I looked for the bottleneck:
pathauto is responsible for over 50% of my execution time
EVEN WHEN IT'S DISABLED
O_o
This is what happens even with taxonomy pattern blank:

On an import that only had 200 terms.
over 200,000(!) of those t() calls there were from pathauto_punctuation_chars()
It's all because the tokens are generated even when they are never used, and the token generation seems to be outrageously expensive.
[200 calls to ] pathauto_taxonomy()
-> _taxonomy_pathauto_alias()
-> pathauto_get_placeholders()
-> [6,400 calls to] pathauto_clean_token_values()
-> pathauto_cleanstring()
... 230 000 calls to variable get, the same to t() all attributed to this chain of events.
And only after all that does pathauto_create_alias() realize the pattern is blank and return nothing.
Holy ****!
I'm going to have to get taxonomy_xml declare an incompatability with pathauto and brutally disable it if found :-)
IF, however, we were to abstract the first few lines of pathauto_create_alias
// Retrieve and apply the pattern for this content type
...
down to a smaller utility function, we could call that check before all this heavy lifting.
#3
That's a lot of ranting for someone who didn't even provide a patch.
#4
Yep,
I sorta thought that one string manipulation callback taking more processing than the rest of Drupal core put together was indeed rant-worthy. If you were not at all entertained or convinced that it's an issue, *shrug*
But following that, I went to the trouble of tracing it all, and suggested precisely where I thought the fix could go.
Clearly proposing the patch before writing it and pushing it out for review seemed like a good start.
Not much point patching randomly if the approach is not going to be accepted or anyone else knows the internals of the system better and has a better fix.

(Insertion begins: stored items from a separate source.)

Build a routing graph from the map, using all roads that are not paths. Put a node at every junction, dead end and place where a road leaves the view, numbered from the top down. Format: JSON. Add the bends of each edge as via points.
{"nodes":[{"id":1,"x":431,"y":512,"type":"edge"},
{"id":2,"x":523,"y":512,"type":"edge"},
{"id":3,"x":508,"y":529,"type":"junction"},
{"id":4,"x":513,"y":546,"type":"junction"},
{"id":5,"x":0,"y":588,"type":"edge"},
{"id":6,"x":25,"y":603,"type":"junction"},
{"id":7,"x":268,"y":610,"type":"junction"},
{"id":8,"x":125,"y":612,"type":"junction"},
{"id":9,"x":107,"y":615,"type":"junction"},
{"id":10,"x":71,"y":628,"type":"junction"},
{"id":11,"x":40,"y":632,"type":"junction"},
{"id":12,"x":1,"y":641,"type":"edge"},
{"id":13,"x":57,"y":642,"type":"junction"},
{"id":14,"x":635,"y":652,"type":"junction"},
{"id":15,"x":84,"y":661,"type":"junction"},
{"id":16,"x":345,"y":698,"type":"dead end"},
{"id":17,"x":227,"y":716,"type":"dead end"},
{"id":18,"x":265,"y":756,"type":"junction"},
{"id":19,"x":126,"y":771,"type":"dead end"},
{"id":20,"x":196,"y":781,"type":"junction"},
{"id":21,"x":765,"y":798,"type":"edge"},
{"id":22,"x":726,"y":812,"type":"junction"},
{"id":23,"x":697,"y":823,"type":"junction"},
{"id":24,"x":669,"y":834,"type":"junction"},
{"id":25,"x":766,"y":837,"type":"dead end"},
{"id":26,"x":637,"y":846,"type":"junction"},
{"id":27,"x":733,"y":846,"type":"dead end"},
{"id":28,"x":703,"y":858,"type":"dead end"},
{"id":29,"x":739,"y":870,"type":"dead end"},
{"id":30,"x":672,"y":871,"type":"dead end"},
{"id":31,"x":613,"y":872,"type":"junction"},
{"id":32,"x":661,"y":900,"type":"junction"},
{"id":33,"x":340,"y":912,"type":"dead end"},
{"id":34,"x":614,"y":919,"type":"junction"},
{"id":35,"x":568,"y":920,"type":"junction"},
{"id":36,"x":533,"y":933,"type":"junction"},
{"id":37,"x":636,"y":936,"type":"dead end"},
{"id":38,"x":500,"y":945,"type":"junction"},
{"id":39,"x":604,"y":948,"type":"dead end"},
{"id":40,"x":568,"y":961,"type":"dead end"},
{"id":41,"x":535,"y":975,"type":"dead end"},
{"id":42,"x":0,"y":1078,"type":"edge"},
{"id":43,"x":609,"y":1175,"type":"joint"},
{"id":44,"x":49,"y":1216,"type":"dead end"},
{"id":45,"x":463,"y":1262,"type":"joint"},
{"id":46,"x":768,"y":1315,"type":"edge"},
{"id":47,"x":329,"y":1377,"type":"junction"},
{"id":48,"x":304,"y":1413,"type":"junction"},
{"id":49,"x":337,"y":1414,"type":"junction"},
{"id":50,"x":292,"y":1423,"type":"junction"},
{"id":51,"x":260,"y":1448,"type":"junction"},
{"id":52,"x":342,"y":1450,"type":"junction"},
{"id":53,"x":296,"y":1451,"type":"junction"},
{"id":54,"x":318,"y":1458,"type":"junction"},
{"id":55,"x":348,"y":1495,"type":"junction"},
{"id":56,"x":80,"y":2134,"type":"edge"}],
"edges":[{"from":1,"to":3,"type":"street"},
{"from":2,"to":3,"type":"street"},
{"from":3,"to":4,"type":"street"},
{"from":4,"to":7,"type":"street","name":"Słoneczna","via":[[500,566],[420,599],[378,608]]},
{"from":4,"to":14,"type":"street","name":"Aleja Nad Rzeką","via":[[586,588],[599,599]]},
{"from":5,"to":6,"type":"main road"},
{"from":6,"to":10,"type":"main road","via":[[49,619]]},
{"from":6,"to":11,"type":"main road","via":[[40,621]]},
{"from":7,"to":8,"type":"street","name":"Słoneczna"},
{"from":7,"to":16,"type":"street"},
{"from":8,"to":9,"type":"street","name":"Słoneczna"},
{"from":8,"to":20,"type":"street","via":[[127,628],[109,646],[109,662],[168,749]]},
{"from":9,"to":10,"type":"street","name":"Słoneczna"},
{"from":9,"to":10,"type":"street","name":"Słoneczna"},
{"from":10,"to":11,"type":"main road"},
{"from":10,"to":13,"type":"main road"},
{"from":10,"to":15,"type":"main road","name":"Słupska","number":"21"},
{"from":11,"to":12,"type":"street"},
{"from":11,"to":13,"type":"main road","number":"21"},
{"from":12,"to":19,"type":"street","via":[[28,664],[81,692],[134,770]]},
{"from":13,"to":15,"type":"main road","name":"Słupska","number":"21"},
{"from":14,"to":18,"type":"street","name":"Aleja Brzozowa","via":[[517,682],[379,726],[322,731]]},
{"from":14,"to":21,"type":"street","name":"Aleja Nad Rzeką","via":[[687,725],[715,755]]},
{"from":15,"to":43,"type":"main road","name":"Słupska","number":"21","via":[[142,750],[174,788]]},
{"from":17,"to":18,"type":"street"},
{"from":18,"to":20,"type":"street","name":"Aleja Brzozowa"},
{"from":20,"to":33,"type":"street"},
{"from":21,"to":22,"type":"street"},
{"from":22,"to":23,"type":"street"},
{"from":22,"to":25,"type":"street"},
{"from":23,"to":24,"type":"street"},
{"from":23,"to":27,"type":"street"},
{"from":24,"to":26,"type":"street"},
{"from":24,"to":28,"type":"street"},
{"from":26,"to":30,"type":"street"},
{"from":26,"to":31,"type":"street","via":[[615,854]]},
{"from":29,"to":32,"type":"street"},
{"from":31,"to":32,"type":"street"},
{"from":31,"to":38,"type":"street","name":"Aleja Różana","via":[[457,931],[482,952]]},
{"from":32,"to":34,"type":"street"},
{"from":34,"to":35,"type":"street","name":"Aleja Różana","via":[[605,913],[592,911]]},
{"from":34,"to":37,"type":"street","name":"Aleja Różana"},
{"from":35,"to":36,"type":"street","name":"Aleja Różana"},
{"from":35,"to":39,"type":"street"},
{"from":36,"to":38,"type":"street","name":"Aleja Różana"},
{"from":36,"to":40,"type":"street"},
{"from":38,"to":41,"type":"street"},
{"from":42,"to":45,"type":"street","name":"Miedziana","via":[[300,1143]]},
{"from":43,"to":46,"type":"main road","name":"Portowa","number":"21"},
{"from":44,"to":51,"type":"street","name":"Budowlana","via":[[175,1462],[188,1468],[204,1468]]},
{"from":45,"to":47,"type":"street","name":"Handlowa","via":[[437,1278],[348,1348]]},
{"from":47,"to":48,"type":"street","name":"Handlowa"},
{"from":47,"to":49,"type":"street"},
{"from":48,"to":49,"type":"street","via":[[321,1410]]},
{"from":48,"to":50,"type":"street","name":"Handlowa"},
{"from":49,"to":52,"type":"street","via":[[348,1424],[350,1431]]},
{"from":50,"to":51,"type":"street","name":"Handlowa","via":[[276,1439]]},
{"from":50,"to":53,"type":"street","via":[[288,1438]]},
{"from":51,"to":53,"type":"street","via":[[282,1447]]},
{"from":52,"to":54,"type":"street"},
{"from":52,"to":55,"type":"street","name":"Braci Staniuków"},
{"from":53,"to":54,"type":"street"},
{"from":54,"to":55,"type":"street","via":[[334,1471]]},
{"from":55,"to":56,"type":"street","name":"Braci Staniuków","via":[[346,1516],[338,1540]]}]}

If you are saying that the patch I described above is the best fix and will be accepted, then I could throw one out.
I strongly suspected that someone else may have a better idea than mine. I guess I was wrong. :-B
#5
The hook_nodeapi handles this well, and yes, we could do that even better by abstracting the code from the top of pathauto_create_alias into its own function and re-using that in each of the functions that calls pathauto_create_alias before hand.
For the 6.x-2.x/7.x version of this patch we should change the function signatures around a bit so we're only calling that function once and then using the return value as an argument to pathauto_create_alias.
#6
Yeah, it was either repeat the code or a change to the function signatures as far as I could see too. Neither desirable.
But still better to run the same code twice - from a new utility function - than loop into those dark depths the profiler found.
I just looked at pathauto_nodeapi, and I see what you mean.
we just need a pathauto_get_pattern() function called in a few places and it'll be tidier for everyone.
I gotta get some sleep, but I'll see if I can do that soonish.